Source material:
:::::
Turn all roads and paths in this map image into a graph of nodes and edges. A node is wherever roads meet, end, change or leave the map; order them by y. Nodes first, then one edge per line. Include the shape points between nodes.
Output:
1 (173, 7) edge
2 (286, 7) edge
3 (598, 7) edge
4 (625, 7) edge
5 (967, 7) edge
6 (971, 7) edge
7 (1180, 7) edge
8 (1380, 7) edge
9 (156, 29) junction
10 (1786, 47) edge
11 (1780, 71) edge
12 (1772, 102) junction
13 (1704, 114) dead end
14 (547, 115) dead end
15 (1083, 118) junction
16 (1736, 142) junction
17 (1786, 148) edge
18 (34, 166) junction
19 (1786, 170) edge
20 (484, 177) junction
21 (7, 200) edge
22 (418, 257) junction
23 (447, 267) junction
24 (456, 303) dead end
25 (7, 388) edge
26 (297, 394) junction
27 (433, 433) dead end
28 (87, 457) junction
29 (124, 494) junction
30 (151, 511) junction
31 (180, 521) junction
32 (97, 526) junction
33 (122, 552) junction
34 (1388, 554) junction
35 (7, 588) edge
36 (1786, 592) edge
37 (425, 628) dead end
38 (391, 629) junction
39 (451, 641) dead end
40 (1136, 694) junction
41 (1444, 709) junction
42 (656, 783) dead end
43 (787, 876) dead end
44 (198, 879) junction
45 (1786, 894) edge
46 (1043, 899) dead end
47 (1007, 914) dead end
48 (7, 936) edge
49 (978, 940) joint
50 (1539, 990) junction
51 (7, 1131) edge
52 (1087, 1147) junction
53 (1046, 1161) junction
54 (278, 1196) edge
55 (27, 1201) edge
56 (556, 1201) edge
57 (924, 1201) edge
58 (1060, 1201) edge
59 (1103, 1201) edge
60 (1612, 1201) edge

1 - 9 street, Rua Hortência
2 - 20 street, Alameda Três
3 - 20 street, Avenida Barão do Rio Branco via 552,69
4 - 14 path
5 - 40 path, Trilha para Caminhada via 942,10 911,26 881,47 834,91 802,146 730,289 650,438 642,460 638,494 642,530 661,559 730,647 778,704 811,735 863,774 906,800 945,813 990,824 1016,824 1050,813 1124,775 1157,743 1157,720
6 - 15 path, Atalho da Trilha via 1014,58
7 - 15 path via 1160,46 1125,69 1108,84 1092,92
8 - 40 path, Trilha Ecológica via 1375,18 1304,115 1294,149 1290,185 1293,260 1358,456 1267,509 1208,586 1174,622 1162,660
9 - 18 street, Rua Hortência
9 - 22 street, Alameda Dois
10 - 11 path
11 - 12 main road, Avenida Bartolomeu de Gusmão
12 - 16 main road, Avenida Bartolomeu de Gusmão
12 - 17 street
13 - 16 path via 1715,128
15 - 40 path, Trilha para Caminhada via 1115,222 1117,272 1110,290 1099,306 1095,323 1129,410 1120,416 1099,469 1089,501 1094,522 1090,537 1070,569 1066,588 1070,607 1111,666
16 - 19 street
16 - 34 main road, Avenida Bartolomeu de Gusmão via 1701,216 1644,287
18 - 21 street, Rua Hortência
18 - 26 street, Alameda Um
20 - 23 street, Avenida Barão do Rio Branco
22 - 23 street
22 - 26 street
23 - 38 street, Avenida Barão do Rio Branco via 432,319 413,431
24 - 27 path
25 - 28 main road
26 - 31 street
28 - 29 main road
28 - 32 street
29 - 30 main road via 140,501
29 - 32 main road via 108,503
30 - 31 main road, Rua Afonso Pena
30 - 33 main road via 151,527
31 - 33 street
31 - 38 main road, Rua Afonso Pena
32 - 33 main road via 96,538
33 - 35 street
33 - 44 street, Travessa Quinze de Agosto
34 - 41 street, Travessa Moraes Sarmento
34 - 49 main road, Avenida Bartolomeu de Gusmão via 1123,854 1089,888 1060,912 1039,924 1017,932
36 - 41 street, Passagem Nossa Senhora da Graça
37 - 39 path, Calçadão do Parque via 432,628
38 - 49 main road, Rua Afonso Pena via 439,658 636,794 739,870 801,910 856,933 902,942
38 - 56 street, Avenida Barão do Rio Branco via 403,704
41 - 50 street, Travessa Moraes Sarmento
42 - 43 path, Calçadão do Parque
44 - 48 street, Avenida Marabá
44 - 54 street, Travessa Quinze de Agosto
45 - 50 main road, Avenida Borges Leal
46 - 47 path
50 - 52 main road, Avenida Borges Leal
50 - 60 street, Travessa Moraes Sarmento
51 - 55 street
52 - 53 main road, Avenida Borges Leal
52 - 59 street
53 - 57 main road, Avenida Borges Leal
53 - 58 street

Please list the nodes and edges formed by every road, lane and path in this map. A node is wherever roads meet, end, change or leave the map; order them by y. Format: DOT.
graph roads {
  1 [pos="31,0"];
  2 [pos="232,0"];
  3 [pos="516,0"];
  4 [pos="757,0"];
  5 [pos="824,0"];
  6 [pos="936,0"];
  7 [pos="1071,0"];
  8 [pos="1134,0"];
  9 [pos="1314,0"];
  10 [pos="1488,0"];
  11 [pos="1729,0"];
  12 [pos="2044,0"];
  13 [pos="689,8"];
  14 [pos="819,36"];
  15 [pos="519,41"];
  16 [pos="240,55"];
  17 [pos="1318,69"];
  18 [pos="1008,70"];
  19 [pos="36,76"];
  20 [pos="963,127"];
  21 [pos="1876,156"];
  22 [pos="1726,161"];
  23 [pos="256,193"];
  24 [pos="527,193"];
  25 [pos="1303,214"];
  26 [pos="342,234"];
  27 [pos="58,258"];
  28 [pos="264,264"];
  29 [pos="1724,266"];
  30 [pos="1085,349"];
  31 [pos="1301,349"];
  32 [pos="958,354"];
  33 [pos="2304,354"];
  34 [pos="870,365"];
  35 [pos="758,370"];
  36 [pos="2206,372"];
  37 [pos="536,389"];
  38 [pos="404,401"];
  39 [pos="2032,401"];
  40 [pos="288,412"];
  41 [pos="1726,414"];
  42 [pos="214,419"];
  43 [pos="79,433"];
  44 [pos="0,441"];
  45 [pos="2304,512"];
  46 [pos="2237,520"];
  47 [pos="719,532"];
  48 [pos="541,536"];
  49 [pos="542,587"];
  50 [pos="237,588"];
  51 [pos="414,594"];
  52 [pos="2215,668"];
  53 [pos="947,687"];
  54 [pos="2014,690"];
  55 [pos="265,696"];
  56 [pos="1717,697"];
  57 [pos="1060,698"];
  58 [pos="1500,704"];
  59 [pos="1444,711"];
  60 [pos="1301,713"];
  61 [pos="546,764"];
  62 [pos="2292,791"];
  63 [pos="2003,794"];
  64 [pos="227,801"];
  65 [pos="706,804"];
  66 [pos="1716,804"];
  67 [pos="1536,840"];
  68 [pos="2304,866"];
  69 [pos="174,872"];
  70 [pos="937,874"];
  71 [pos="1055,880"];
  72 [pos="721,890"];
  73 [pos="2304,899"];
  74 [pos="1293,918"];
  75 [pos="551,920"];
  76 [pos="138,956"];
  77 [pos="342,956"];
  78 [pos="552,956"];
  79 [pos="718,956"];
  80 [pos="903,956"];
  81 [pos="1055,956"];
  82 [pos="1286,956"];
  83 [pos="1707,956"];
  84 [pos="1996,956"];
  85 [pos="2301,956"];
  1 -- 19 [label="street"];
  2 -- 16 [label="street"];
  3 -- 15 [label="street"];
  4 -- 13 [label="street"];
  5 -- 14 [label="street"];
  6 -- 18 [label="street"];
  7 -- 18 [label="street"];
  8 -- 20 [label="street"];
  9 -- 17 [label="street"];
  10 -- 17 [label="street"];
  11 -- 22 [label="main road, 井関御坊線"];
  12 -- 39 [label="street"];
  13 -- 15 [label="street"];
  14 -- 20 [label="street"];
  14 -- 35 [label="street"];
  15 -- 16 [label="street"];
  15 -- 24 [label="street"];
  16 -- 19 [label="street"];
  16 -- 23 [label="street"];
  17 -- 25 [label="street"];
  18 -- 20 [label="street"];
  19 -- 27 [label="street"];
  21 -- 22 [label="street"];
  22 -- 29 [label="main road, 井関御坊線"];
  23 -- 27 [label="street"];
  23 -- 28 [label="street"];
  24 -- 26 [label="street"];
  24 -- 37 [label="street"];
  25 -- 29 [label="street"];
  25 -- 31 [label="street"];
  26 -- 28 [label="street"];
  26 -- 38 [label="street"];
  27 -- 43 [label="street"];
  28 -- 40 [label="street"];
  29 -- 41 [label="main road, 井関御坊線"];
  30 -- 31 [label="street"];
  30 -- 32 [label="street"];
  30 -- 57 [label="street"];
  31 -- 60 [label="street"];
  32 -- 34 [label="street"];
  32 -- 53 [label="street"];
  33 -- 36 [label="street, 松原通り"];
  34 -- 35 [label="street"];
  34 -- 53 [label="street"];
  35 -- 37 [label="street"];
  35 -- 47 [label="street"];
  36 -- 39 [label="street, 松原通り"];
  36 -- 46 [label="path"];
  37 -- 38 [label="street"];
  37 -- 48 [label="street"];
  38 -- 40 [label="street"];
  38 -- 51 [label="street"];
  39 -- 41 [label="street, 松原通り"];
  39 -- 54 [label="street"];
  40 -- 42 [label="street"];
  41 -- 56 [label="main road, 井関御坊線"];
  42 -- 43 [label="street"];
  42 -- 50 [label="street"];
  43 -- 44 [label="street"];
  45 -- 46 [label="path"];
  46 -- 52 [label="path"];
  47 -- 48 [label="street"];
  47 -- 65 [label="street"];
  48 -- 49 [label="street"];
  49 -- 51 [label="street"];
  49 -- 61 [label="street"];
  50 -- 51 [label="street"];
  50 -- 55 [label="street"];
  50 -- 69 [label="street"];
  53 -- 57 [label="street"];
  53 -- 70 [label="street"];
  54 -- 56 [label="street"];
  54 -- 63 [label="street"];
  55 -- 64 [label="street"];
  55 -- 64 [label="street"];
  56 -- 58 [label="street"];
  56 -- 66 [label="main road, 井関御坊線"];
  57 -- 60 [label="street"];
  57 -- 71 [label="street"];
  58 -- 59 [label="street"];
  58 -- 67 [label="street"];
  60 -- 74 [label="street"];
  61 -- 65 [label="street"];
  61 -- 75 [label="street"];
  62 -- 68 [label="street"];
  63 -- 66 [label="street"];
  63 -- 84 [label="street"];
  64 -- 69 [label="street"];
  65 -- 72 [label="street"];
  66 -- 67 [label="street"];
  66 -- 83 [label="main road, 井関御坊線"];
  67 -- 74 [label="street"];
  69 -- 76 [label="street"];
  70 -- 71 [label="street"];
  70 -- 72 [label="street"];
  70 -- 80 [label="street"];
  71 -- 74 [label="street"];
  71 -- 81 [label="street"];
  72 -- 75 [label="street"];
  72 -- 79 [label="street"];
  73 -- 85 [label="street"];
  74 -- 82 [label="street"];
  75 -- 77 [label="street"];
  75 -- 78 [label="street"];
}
:::::
What you should do: Filter the entries down to the lines containing "change". Copy each of those lines.

Problem solution:
Turn all roads and paths in this map image into a graph of nodes and edges. A node is wherever roads meet, end, change or leave the map; order them by y. Nodes first, then one edge per line. Include the shape points between nodes.
Please list the nodes and edges formed by every road, lane and path in this map. A node is wherever roads meet, end, change or leave the map; order them by y. Format: DOT.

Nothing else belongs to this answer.